- Your goal: Repeat the data below in full. Pictures must not be part of the copy.

Entries taken from a collection:
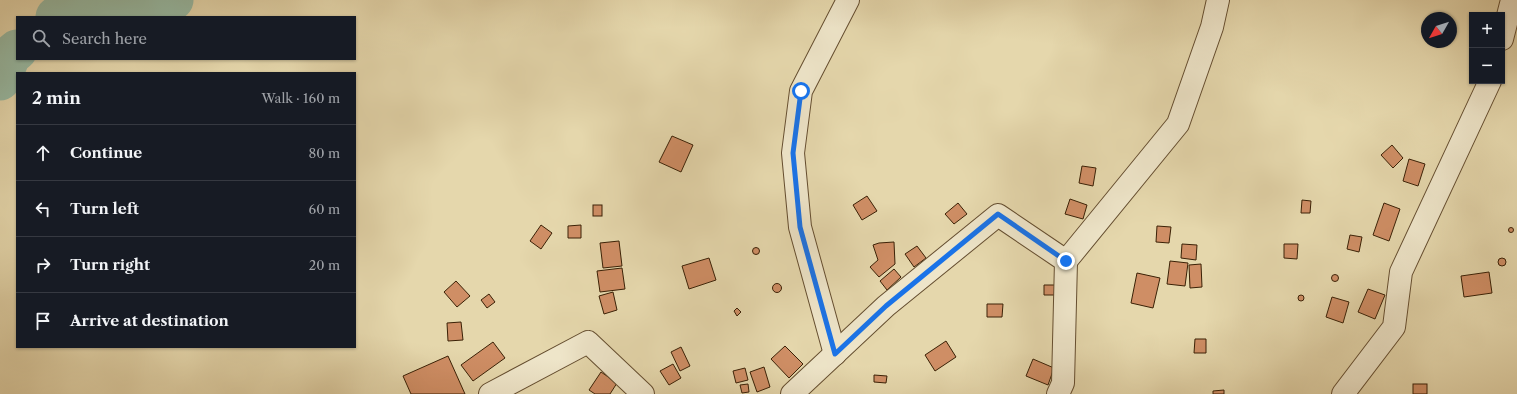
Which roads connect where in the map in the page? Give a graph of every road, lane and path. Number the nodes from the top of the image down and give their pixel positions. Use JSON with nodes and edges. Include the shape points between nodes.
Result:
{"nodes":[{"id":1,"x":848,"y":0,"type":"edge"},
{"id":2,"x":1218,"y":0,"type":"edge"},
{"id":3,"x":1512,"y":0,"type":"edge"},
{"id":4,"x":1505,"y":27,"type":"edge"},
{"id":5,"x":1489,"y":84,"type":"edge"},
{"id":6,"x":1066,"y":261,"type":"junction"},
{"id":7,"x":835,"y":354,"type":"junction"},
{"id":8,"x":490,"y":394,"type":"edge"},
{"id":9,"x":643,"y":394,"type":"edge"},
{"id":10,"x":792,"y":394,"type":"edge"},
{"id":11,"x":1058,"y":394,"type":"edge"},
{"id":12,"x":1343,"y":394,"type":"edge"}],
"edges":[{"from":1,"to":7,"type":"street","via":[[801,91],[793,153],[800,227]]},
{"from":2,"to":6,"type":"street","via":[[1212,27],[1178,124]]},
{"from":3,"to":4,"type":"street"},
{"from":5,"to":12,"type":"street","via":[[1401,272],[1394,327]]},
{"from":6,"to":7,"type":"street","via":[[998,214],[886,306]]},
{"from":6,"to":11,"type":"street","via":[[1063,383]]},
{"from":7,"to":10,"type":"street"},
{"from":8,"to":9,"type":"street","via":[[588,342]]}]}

- Expected output:
Which roads connect where in the map in the page? Give a graph of every road, lane and path. Number the nodes from the top of the image down and give their pixel positions. Use JSON with nodes and edges. Include the shape points between nodes.
Result:
{"nodes":[{"id":1,"x":848,"y":0,"type":"edge"},
{"id":2,"x":1218,"y":0,"type":"edge"},
{"id":3,"x":1512,"y":0,"type":"edge"},
{"id":4,"x":1505,"y":27,"type":"edge"},
{"id":5,"x":1489,"y":84,"type":"edge"},
{"id":6,"x":1066,"y":261,"type":"junction"},
{"id":7,"x":835,"y":354,"type":"junction"},
{"id":8,"x":490,"y":394,"type":"edge"},
{"id":9,"x":643,"y":394,"type":"edge"},
{"id":10,"x":792,"y":394,"type":"edge"},
{"id":11,"x":1058,"y":394,"type":"edge"},
{"id":12,"x":1343,"y":394,"type":"edge"}],
"edges":[{"from":1,"to":7,"type":"street","via":[[801,91],[793,153],[800,227]]},
{"from":2,"to":6,"type":"street","via":[[1212,27],[1178,124]]},
{"from":3,"to":4,"type":"street"},
{"from":5,"to":12,"type":"street","via":[[1401,272],[1394,327]]},
{"from":6,"to":7,"type":"street","via":[[998,214],[886,306]]},
{"from":6,"to":11,"type":"street","via":[[1063,383]]},
{"from":7,"to":10,"type":"street"},
{"from":8,"to":9,"type":"street","via":[[588,342]]}]}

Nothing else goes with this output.